After the third one, Melzer shouted loudly in German and was given a conduct warning by the chair umpire.

He then came close to a meltdown while arguing, but finally pulled himself together and earned the break, then went on to claim the set.

“I made some mistakes in the second set,” Nishikori noted. “I hit several balls into the net I should not have. I felt some pressure and wasn’t hitting the ball smoothly.”

Nishikori came out determined in the final set, taking the first game at love, then breaking Melzer in the second.

It was 5-0 before Melzer finally held, but by then the result was academic, and Nishikori prevailed in 1 hour, 47 minutes.

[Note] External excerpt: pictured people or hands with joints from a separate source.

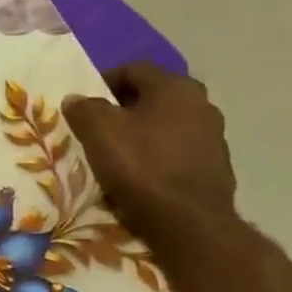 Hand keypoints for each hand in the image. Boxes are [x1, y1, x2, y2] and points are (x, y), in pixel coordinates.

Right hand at [63, 62, 237, 245]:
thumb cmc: (140, 166)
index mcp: (176, 88)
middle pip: (152, 97)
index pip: (133, 69)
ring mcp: (213, 137)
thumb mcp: (98, 131)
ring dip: (140, 132)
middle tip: (95, 126)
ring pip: (165, 124)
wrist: (187, 222)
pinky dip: (156, 155)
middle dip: (122, 108)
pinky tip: (137, 174)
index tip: (83, 102)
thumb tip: (76, 98)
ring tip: (114, 153)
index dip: (103, 81)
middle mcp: (202, 105)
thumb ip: (84, 108)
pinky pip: (176, 151)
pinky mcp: (214, 166) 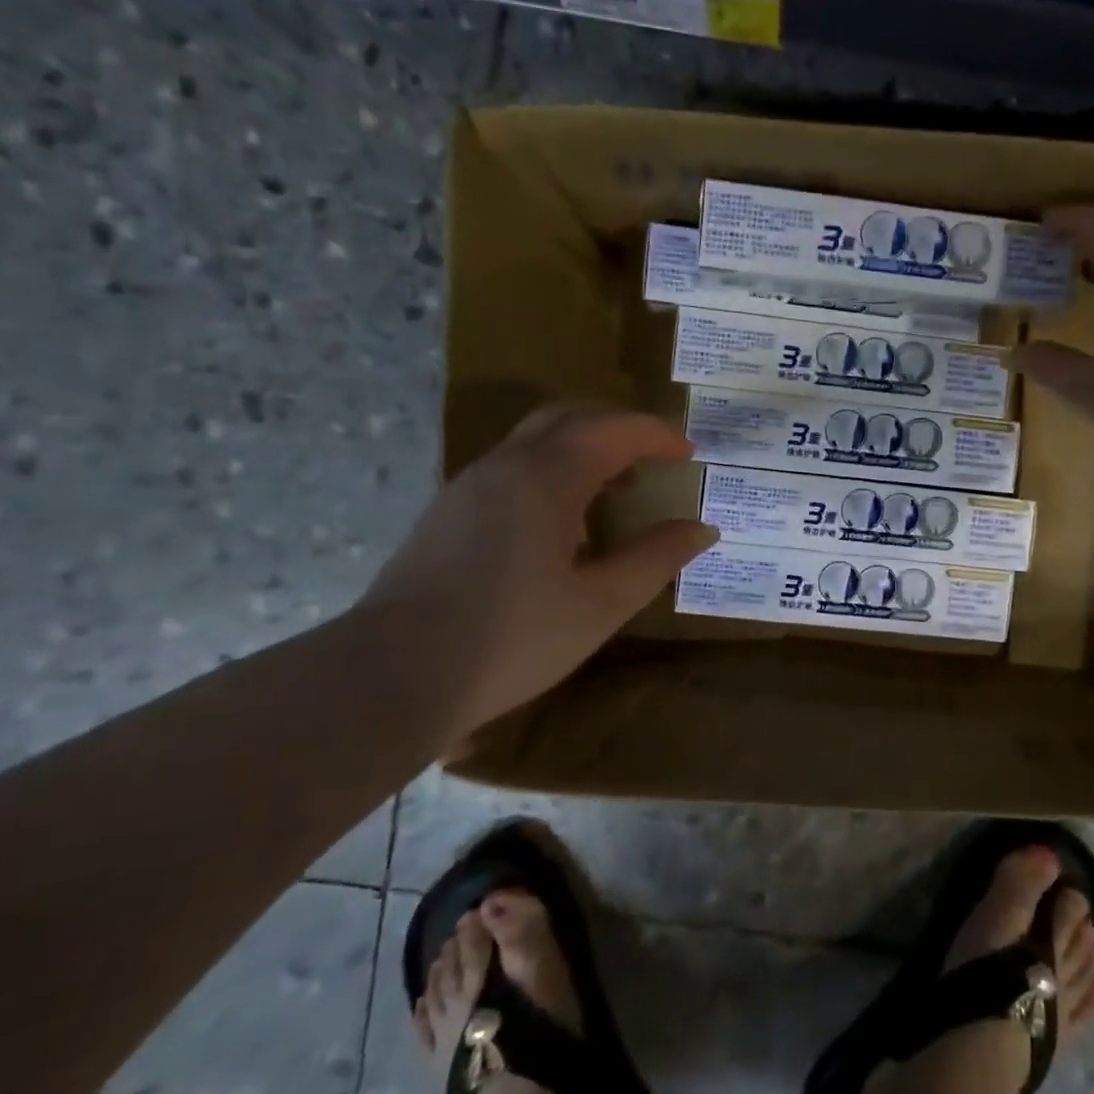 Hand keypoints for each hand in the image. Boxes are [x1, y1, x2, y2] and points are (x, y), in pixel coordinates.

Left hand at [352, 402, 716, 740]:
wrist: (391, 677)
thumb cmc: (512, 639)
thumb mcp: (601, 604)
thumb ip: (656, 558)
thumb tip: (702, 529)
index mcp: (547, 478)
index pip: (614, 430)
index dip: (658, 434)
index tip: (689, 453)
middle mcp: (505, 465)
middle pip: (570, 416)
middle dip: (619, 426)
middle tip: (655, 456)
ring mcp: (469, 484)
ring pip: (536, 438)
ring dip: (585, 447)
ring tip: (617, 490)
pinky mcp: (448, 510)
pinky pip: (512, 465)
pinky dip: (553, 468)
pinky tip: (564, 522)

Melzer, who is 32, appeared fatigued in the final set, against his much younger opponent. The 23-year-old Nishikori caught a second wind and never looked back.

“It is possible that he was tired,” commented Nishikori. “He might have lost concentration. It was great that I got the break and went up 3-0. The first couple of games in the third set I always make an effort to come out strong.”

There was one humorous moment in the contest, when a young female fan screamed “Nishikori” during a changeover then immediately ran out of the stadium.

This was the fourth career meeting between Nishikori and Melzer. Nishikori now holds a 3-1 advantage.

The win earned Nishikori a matchup with seventh seed Jo-Wilfried Tsonga of France on Thursday.

Tsonga downed unseeded Pablo Andujar of Spain 6-3, 6-2.

In other action, top seed Novak Djokovic won his second-round match 6-2, 6-0 over unseeded Marcel Granollers of Spain.

Second seed Rafael Nadal, who reclaimed the No. 1 ranking in the world this week, was playing unseeded Alexandr Dolgopolov of Ukraine later Wednesday.

Germany’s Tomas Berdych, the fourth seed, ousted Spain’s Feliciano Lopez 7-6 (7-5), 6-2.

Seventeen-time Grand Slam champion Roger Federer, the fifth seed, dispatched Italy’s Andreas Seppi 6-4, 6-3.

Argentina’s Juan Martin del Potro, who won the Rakuten Open, rallied to beat Germany’s Philipp Kohlschreiber 3-6, 6-3, 7-6 (7-4).

Del Potro, the sixth seed, improved his all-time record to 6-0 against Kohlschreiber.